Awesome project! Two thoughts:
1) I think a big part of spreadsheets is that a lot of people already know how to use them, and some of them have very sophisticated mental models which rely on the spreadsheet form of computation. The $64,000 question IMO is how to leverage parts of that knowledge (so that they switch from spreadsheets to the new tool) without having the new tool do the same bad things that spreadsheets do. Too many of the programmatic alternatives to Excel (Tableau for instance) basically keep the mental model behind the spreadsheet computation. This means they just replicate all the same spreadsheet problems.
2) Spreadsheets are amazing data entry tools. I think this is the first layer of humus for an R-ish spreadsheet solution. Just something that lets people do data entry in a seamless way from their R environment. This could either produce a .csv file, or just the R code which would generate a data.frame. I definitely find myself switching to a spreadsheet when I need to create a lookup table or something like that, it's just so much easier than typing lookup <- data.frame(a - ...., b = ....)
(Humus instead of hummus gives a totally different mental image 😉)
I clearly think we should be pursuing software targets which are as important to the data science ecosystem as topsoil is to the regular ecosystem. :)
I wonder if barring formulas might be too hasty. If the actual backend data format is just text, formulas could be fine if you require that they apply to a whole column and only a column. The application would apply the formula and simply populate the csv with the appropriate values. The end result is still static.
My rationale is thinking about people pulling the resulting text file into things other than R. It's very possible it will be useful for them to have already created variables (columns) that are simple functions of other columns when, say sucking the csv into SPSS.

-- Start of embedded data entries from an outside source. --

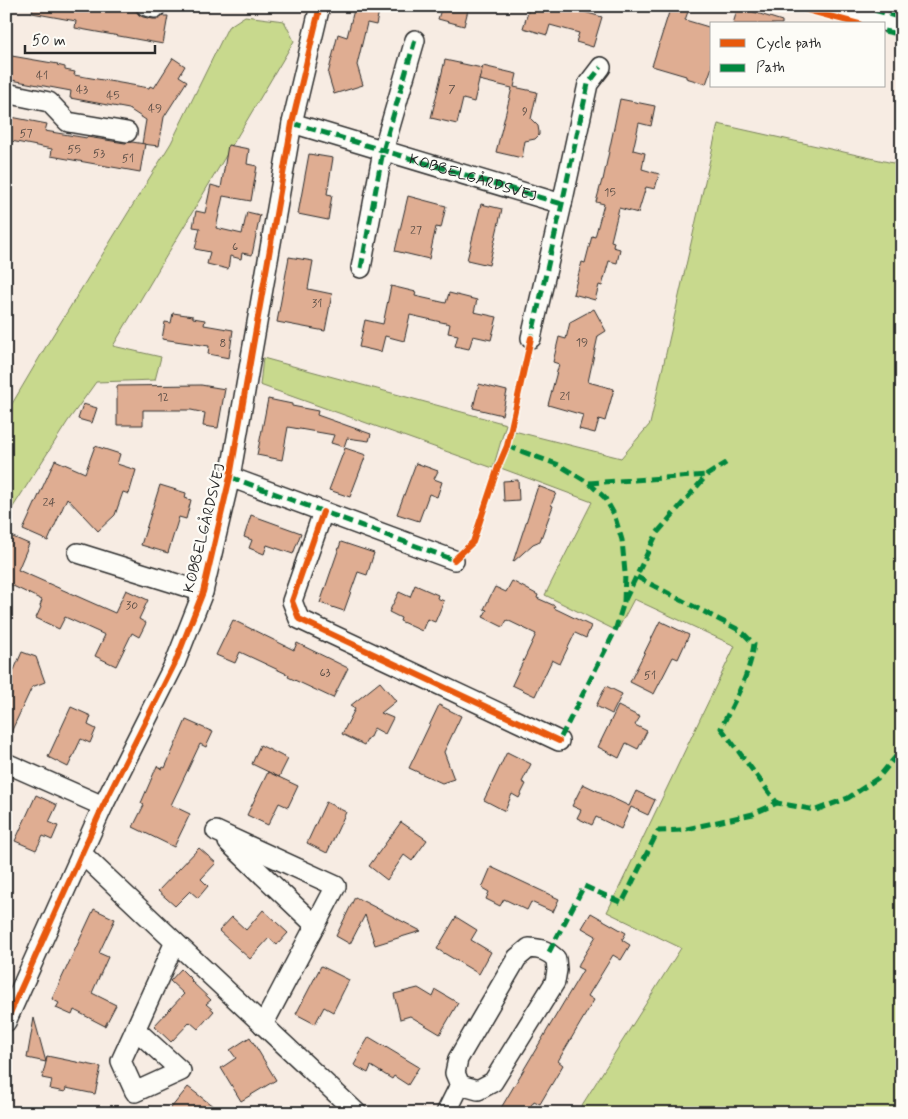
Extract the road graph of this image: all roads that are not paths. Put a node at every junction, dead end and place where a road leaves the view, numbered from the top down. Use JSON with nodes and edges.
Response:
{"nodes":[{"id":1,"x":320,"y":6,"type":"edge"},
{"id":2,"x":827,"y":6,"type":"edge"},
{"id":3,"x":902,"y":26,"type":"edge"},
{"id":4,"x":415,"y":40,"type":"dead end"},
{"id":5,"x":601,"y":67,"type":"dead end"},
{"id":6,"x":6,"y":93,"type":"edge"},
{"id":7,"x":292,"y":123,"type":"junction"},
{"id":8,"x":127,"y":132,"type":"dead end"},
{"id":9,"x":384,"y":151,"type":"junction"},
{"id":10,"x":562,"y":204,"type":"junction"},
{"id":11,"x":361,"y":268,"type":"dead end"},
{"id":12,"x":531,"y":338,"type":"dead end"},
{"id":13,"x":230,"y":477,"type":"junction"},
{"id":14,"x":323,"y":512,"type":"junction"},
{"id":15,"x":78,"y":553,"type":"dead end"},
{"id":16,"x":454,"y":560,"type":"dead end"},
{"id":17,"x":203,"y":592,"type":"junction"},
{"id":18,"x":559,"y":741,"type":"dead end"},
{"id":19,"x":6,"y":763,"type":"edge"},
{"id":20,"x":103,"y":806,"type":"junction"},
{"id":21,"x":81,"y":853,"type":"junction"},
{"id":22,"x":315,"y":925,"type":"junction"},
{"id":23,"x":175,"y":942,"type":"junction"},
{"id":24,"x":6,"y":1022,"type":"edge"},
{"id":25,"x":263,"y":1025,"type":"junction"},
{"id":26,"x":135,"y":1029,"type":"dead end"},
{"id":27,"x":460,"y":1085,"type":"junction"},
{"id":28,"x":357,"y":1113,"type":"edge"},
{"id":29,"x":446,"y":1113,"type":"edge"}],
"edges":[{"from":1,"to":7,"type":"street","name":"KOBBELGÅRDSVEJ"},
{"from":2,"to":3,"type":"street"},
{"from":4,"to":9,"type":"street"},
{"from":5,"to":10,"type":"street"},
{"from":6,"to":8,"type":"street"},
{"from":7,"to":9,"type":"street","name":"KOBBELGÅRDSVEJ"},
{"from":7,"to":13,"type":"street","name":"KOBBELGÅRDSVEJ"},
{"from":9,"to":10,"type":"street","name":"KOBBELGÅRDSVEJ"},
{"from":9,"to":11,"type":"street"},
{"from":10,"to":12,"type":"street"},
{"from":13,"to":14,"type":"street","name":"KOBBELGÅRDSVEJ"},
{"from":13,"to":17,"type":"street","name":"KOBBELGÅRDSVEJ"},
{"from":14,"to":16,"type":"street","name":"KOBBELGÅRDSVEJ"},
{"from":14,"to":18,"type":"street"},
{"from":15,"to":17,"type":"street","name":"KOBBELGÅRDSVEJ"},
{"from":17,"to":20,"type":"street","name":"KOBBELGÅRDSVEJ"},
{"from":19,"to":20,"type":"street"},
{"from":20,"to":21,"type":"street","name":"KOBBELGÅRDSVEJ"},
{"from":21,"to":23,"type":"street"},
{"from":21,"to":24,"type":"street","name":"KOBBELGÅRDSVEJ"},
{"from":22,"to":22,"type":"street"},
{"from":22,"to":25,"type":"street"},
{"from":23,"to":25,"type":"street"},
{"from":23,"to":26,"type":"street"},
{"from":25,"to":28,"type":"street"},
{"from":27,"to":27,"type":"street"},
{"from":27,"to":29,"type":"street"}]}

@joranE OK but barring formulas = not having to implement formulas 😃. Difficult to say if this is great wisdom or laziness or both.
The other issue with the restriction on formulas (which is a good restriction from a reproducibility perspective) is that most Excel users aren't that used to using that model (they are called array formulas in Excel I think).
When I read Jenny's tweet, I assumed that she was referring specifically to using Excel spreadsheets as a format for distributing data sets, rather than their myriad other uses. This is the use of Excel files that most puzzles me. The way I see it, data sets should be in CSV files, with the only metadata in the first row, and everything else somewhere else, like a codebook. But, instead, my R scripts are littered with lines like
wb <- wb[-c(9417:9421),] # trim last 5 non-data rows
to deal with the random notes folks have left at the bottom or top. (And, with each release, I have to inspect the file to find the cruft and hack it off again. Or I may just load the file into OpenOffice or Excel, clean it, and export to CSV before I use it. Either way, wasted effort.)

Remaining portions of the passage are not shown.